The Aborian respect for education brought them to be viewed in a more positive light by the dragons that lived in this region. While still very rare, there is more interaction between humans and dragons in Aboria than anywhere else in the world. In Aboria, there are a number of family lines scattered about the land where there are individuals who are born with the rare ability to understand dragons. If a dragon needs to interact with humans for some reason, they will seek out these people.
Most of the top luxury products purchased by the nobility of the empires, are manufactured in Aboria. Many merchant seamen strive to obfuscate the source of these luxuries through complex trade routes and practices.

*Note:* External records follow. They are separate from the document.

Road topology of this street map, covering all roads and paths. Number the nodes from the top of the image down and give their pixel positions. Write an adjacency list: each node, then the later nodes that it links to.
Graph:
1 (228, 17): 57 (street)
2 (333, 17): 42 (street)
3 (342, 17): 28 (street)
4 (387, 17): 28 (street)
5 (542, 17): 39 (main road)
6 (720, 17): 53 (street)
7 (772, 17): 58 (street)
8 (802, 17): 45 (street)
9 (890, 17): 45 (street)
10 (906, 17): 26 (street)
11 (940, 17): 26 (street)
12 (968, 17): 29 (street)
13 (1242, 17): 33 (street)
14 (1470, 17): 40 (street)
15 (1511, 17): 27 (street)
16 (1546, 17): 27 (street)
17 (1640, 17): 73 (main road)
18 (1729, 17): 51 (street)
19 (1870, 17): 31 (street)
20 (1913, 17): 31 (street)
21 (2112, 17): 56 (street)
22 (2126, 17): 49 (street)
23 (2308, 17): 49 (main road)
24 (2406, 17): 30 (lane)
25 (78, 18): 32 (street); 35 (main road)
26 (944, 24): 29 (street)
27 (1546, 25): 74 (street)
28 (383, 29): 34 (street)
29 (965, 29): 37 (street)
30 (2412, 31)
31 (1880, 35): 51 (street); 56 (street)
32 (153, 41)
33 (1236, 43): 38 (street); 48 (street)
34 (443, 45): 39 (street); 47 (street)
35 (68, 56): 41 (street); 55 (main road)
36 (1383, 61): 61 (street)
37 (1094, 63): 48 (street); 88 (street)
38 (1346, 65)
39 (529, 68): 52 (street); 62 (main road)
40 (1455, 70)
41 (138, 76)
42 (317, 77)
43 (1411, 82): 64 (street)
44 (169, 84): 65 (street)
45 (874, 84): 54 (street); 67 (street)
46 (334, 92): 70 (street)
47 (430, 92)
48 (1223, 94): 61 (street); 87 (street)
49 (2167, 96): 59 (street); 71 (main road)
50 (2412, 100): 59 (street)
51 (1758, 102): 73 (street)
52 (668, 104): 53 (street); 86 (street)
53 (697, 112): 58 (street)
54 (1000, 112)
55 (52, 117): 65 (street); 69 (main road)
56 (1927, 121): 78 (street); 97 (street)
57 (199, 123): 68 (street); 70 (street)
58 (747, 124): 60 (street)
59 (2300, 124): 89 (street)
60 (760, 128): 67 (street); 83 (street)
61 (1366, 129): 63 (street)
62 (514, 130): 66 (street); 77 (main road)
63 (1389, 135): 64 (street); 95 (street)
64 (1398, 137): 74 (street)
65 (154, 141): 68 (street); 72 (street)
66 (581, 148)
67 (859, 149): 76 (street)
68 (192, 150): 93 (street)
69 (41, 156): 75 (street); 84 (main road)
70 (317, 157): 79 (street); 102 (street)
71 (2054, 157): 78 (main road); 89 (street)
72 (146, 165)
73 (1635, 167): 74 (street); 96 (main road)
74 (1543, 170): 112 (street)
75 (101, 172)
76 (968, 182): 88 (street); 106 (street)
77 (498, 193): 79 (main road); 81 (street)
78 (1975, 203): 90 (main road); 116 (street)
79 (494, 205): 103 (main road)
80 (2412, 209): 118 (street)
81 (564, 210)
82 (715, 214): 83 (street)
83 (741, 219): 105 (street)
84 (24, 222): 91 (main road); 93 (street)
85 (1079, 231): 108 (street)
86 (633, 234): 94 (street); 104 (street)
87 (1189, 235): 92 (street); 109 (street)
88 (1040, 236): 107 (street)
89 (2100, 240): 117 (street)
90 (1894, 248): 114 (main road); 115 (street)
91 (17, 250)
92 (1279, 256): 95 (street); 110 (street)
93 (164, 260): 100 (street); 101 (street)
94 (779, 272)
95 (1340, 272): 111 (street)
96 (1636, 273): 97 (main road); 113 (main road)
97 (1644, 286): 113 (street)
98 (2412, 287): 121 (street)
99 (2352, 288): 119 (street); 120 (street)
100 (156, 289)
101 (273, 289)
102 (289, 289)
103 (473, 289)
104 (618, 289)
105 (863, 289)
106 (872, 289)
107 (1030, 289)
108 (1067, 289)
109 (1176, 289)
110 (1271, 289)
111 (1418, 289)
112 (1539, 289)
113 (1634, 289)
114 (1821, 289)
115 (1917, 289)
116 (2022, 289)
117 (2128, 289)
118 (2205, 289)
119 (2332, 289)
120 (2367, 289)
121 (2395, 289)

Many of these merchants retire as very wealthy people in Aboria.
Many Aborians would also prefer to not draw imperial attention, and therefore tend to have isolationist tendencies.
This is the world in which Nem Aster lives.
Aggadeh Chronicles simply proved to be a more interesting story than A Warrior Out of Time. But, I would still like to tackle Warrior… at some future period. As I said above, it might make a nice addition to a special edition collection when I am done with Aggadeh Chronicles. The reader will have to understand that A Warrior Out of Time is not a rehashing of the Aggadeh Chronicles. Rather, Aggadeh Chronicles is an expanded retelling of A Warrior Out of Time.